How to uninstall Trust Manager using Helm

To uninstall Trust Manager installed via Helm, run the following command:

helm uninstall trust-manager --namespace venafi

These resources were kept due to the resource policy:
[CustomResourceDefinition] bundles.trust.cert-manager.io

release "trust-manager" uninstalled

As shown in the output, the CustomResourceDefinition for Bundle is not removed by the Helm uninstall command. This prevents data loss, as removing the CustomResourceDefinition would also remove all Bundle resources.

This command does not, by design, delete any CRDs.

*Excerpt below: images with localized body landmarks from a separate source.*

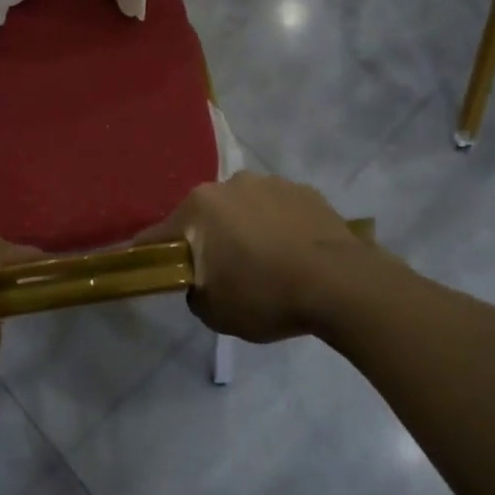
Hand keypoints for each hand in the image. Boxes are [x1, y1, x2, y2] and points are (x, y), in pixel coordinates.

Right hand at [142, 172, 379, 342]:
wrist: (341, 284)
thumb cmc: (266, 295)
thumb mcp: (214, 312)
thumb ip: (194, 292)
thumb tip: (201, 281)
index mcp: (199, 207)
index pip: (159, 235)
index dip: (152, 256)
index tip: (154, 272)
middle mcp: (229, 184)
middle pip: (205, 216)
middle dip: (208, 240)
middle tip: (223, 273)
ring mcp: (270, 183)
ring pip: (244, 209)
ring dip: (246, 229)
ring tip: (267, 264)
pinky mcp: (305, 190)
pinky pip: (279, 210)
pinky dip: (278, 227)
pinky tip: (294, 255)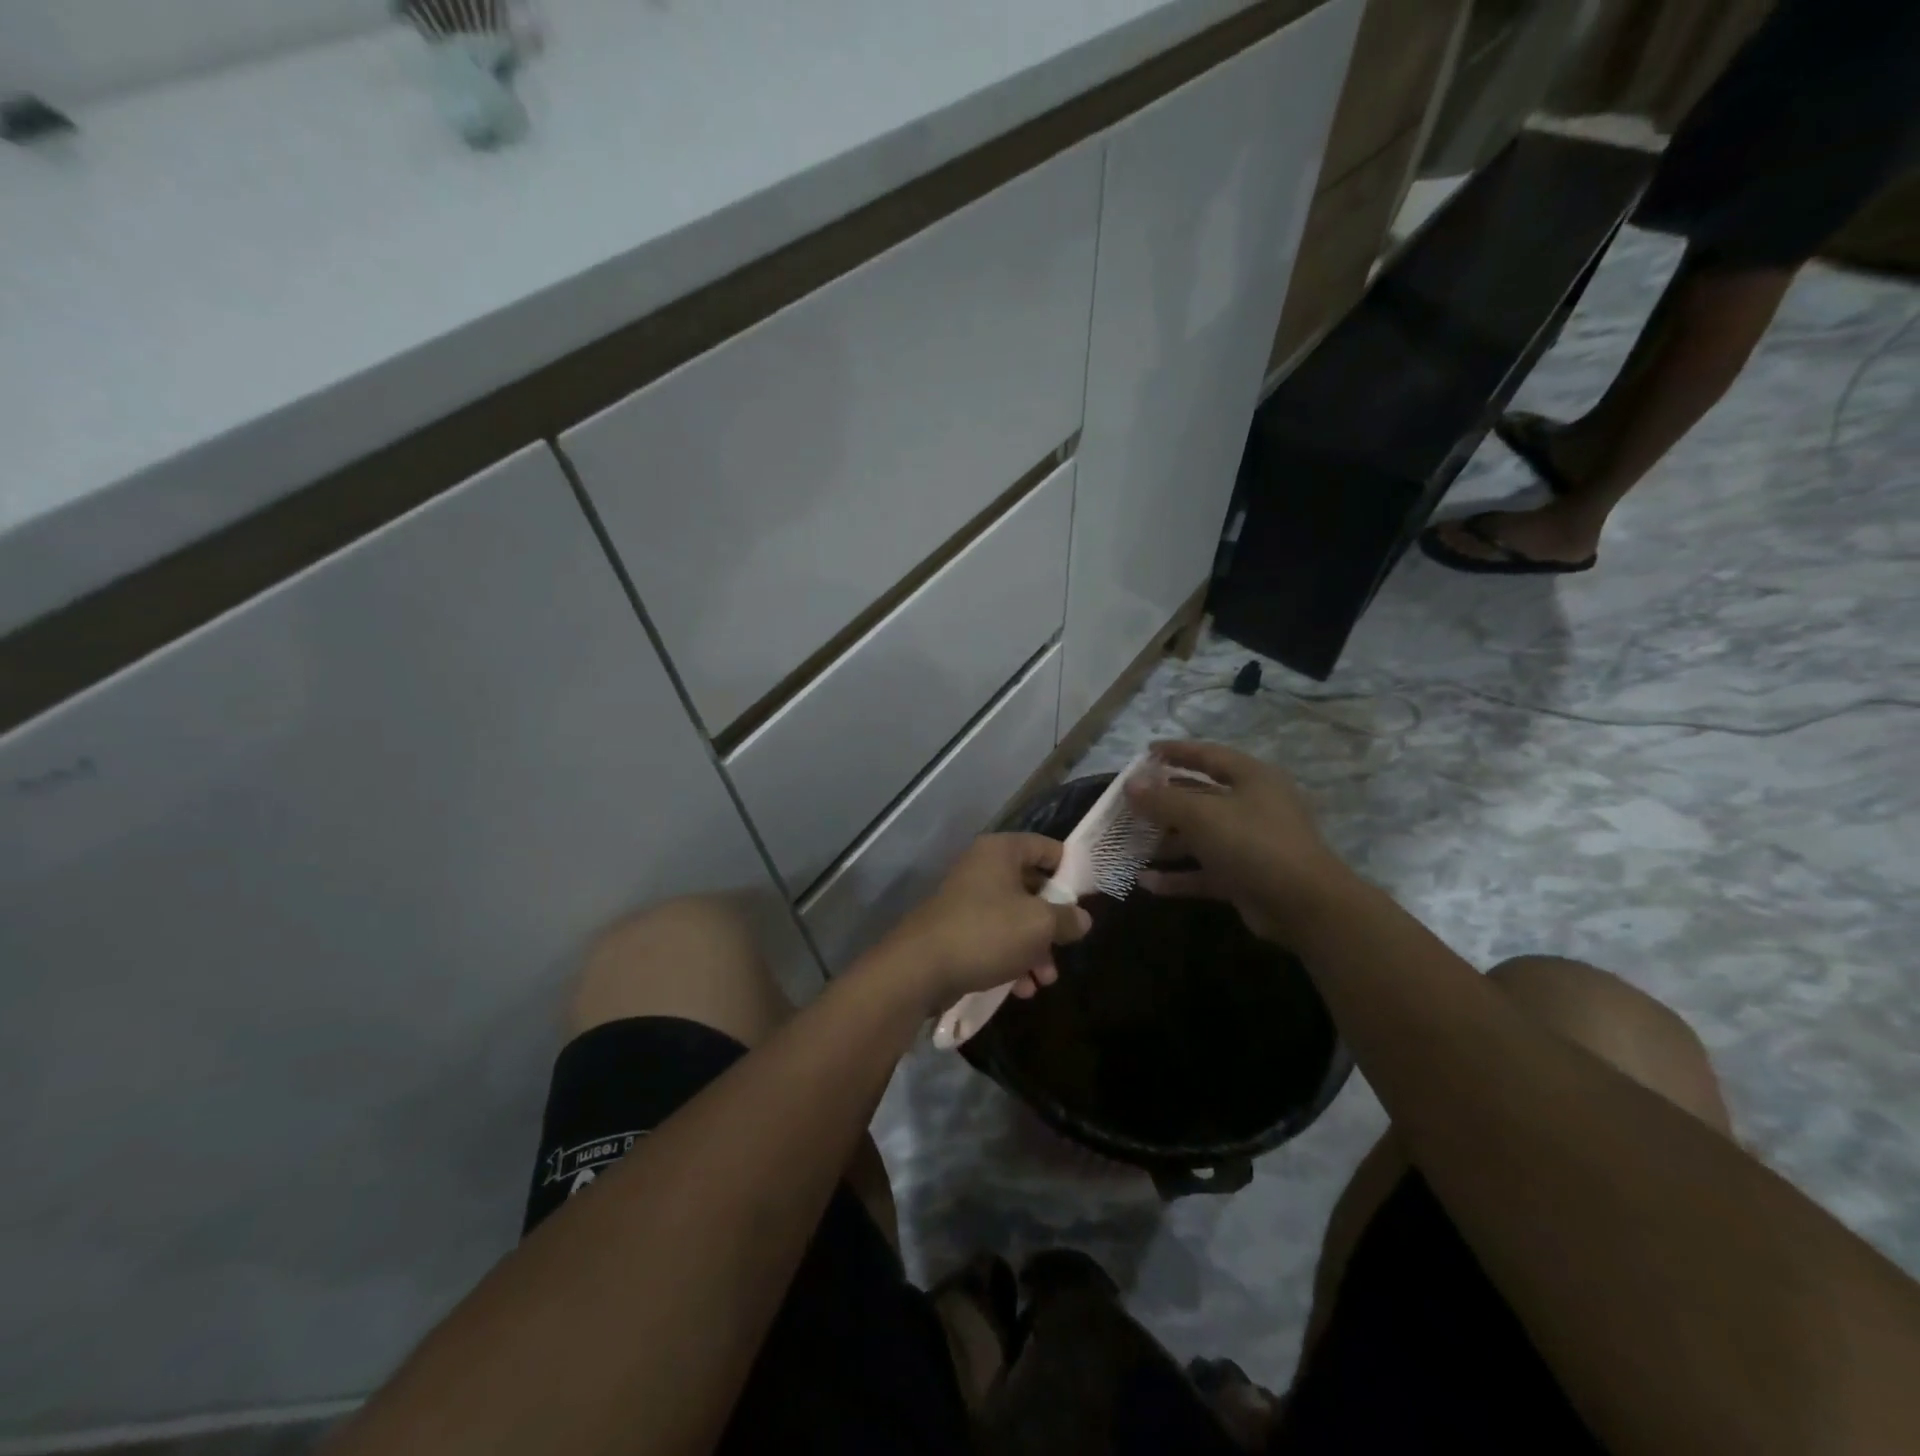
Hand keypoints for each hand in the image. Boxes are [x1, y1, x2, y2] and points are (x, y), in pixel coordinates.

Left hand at [873, 834, 1091, 1013]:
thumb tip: (1082, 918)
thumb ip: (1067, 918)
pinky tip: (1021, 989)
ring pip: (1014, 918)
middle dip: (1052, 923)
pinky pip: (994, 938)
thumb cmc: (986, 933)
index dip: (1071, 870)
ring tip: (1044, 980)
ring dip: (1035, 949)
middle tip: (1067, 946)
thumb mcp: (1039, 924)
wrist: (919, 969)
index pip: (1046, 848)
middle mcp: (982, 868)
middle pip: (1032, 887)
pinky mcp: (957, 930)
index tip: (1089, 897)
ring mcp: (967, 900)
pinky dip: (1011, 959)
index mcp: (1000, 852)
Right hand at [1125, 741, 1347, 942]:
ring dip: (1166, 841)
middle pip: (1200, 797)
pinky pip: (1204, 871)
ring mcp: (1250, 843)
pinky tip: (1145, 882)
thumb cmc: (1253, 844)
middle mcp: (1252, 806)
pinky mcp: (1244, 877)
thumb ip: (1162, 799)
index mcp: (1252, 778)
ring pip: (1200, 836)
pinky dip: (1178, 876)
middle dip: (1163, 801)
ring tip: (1129, 844)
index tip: (1145, 752)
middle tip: (1129, 803)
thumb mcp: (1202, 815)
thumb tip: (1129, 785)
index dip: (1176, 751)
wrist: (1304, 906)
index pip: (1208, 754)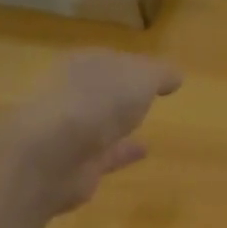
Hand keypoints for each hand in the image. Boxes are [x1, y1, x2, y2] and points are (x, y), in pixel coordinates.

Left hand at [0, 50, 182, 214]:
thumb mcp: (142, 76)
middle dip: (118, 94)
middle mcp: (71, 95)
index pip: (110, 60)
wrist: (51, 154)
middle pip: (101, 92)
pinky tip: (144, 151)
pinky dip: (122, 153)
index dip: (132, 64)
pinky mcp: (72, 167)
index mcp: (84, 65)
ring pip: (99, 125)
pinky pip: (104, 156)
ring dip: (119, 125)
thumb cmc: (98, 100)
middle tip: (145, 97)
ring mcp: (68, 133)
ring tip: (146, 125)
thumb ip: (160, 74)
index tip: (155, 73)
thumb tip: (175, 77)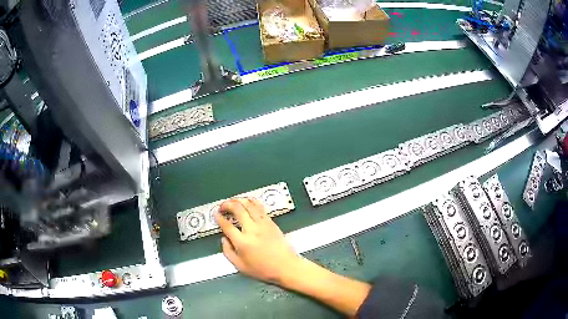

To do that you must also apply the following command:

kubectl delete crd bundles.trust.cert-manager.io

Warning

Trust Manager versions prior to v0.9.0 do not keep the CustomResourceDefinition on uninstall, and will remove all Bundle resources from the cluster. If you are using a version prior to v0.9.0, make sure to back up your Bundle resources before uninstalling Trust Manager. Alternatively, upgrade to v0.9.0 before uninstalling.

Secret targets

Secret targets are supported in Trust Manager v0.7.0 or later, but you must explicitly enable them on the controller. Enable this feature using the --set secretTargets.enabled=true Helm value. Because the controller needs RBAC to read and update secrets, you also need to set secretTargets.authorizedSecretsAll or secretTargets.authorizedSecrets.

Approver Policy / Approver Policy Enterprise integration

If you're running Approver Policy or Approver Policy Enterprise, the cert-manager's default approver will be disabled. This means that Trust Manager's webhook certificate will - by default - block when you install the Helm chart until it's manually approved.

As of Trust Manager v0.6.0, you can choose to automatically add an Approver Policy CertificateRequestPolicy that will approve the Trust Manager webhook certificate by adding the --set app.webhook.tls.approverPolicy.enabled=true flag to the Helm upgrade command if using Approver Policy or Approver Policy Enterprise.